:: MATERIAL SUPPLIED ::
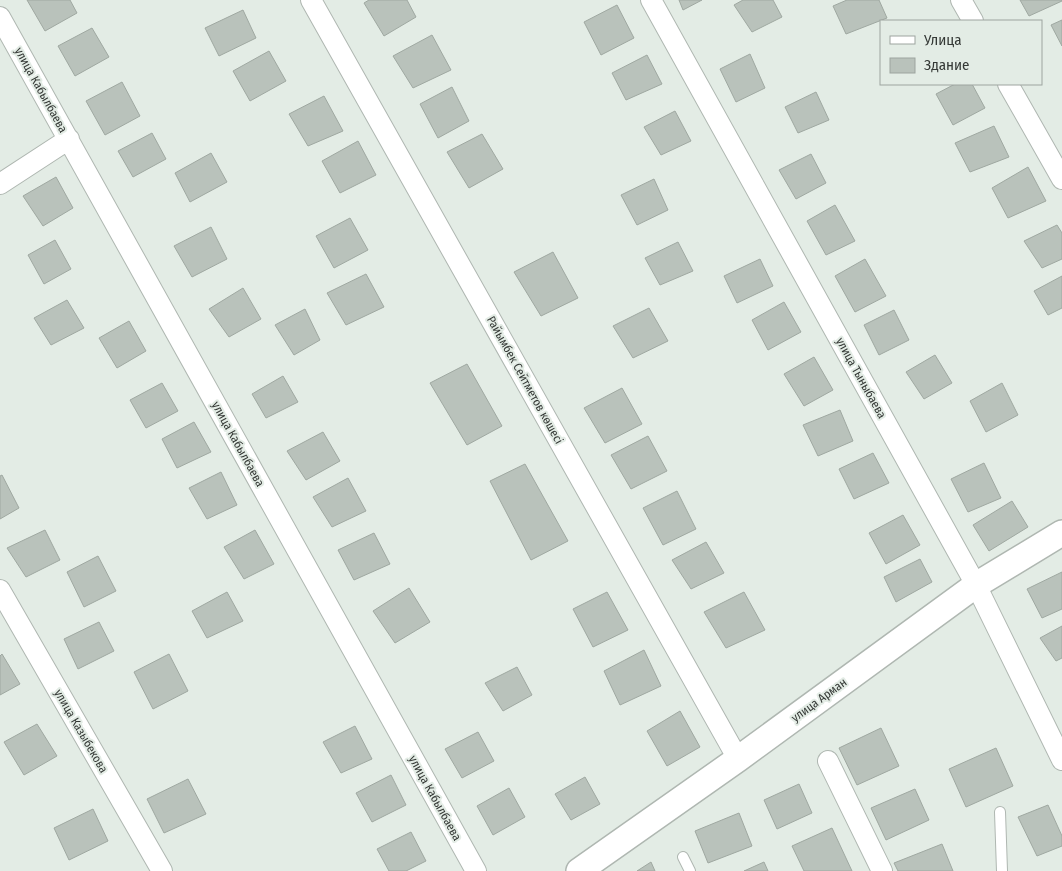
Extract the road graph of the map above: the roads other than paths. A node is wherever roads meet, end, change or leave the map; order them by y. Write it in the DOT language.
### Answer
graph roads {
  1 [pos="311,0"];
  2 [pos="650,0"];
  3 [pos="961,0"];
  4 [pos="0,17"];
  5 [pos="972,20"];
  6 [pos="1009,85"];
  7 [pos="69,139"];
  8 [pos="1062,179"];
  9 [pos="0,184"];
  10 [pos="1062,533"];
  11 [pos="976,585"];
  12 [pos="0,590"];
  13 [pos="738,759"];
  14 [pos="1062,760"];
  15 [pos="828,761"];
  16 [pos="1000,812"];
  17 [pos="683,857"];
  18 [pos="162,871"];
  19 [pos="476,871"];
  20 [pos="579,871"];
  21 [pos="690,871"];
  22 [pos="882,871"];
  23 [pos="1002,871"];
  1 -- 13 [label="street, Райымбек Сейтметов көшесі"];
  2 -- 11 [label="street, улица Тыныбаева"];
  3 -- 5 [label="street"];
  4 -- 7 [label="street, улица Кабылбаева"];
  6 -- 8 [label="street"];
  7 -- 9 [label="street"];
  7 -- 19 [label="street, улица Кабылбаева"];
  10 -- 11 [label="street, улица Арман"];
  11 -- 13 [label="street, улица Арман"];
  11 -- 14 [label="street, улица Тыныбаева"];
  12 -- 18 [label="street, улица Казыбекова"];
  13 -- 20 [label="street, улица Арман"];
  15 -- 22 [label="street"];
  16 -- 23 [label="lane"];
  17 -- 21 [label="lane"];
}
:::
• _TASK REQUIREMENTS_:
Wherever a picture appears, omit it; copy the rest of the data exactly.

• _EXERCISE RESULT_:
Extract the road graph of the map above: the roads other than paths. A node is wherever roads meet, end, change or leave the map; order them by y. Write it in the DOT language.
### Answer
graph roads {
  1 [pos="311,0"];
  2 [pos="650,0"];
  3 [pos="961,0"];
  4 [pos="0,17"];
  5 [pos="972,20"];
  6 [pos="1009,85"];
  7 [pos="69,139"];
  8 [pos="1062,179"];
  9 [pos="0,184"];
  10 [pos="1062,533"];
  11 [pos="976,585"];
  12 [pos="0,590"];
  13 [pos="738,759"];
  14 [pos="1062,760"];
  15 [pos="828,761"];
  16 [pos="1000,812"];
  17 [pos="683,857"];
  18 [pos="162,871"];
  19 [pos="476,871"];
  20 [pos="579,871"];
  21 [pos="690,871"];
  22 [pos="882,871"];
  23 [pos="1002,871"];
  1 -- 13 [label="street, Райымбек Сейтметов көшесі"];
  2 -- 11 [label="street, улица Тыныбаева"];
  3 -- 5 [label="street"];
  4 -- 7 [label="street, улица Кабылбаева"];
  6 -- 8 [label="street"];
  7 -- 9 [label="street"];
  7 -- 19 [label="street, улица Кабылбаева"];
  10 -- 11 [label="street, улица Арман"];
  11 -- 13 [label="street, улица Арман"];
  11 -- 14 [label="street, улица Тыныбаева"];
  12 -- 18 [label="street, улица Казыбекова"];
  13 -- 20 [label="street, улица Арман"];
  15 -- 22 [label="street"];
  16 -- 23 [label="lane"];
  17 -- 21 [label="lane"];
}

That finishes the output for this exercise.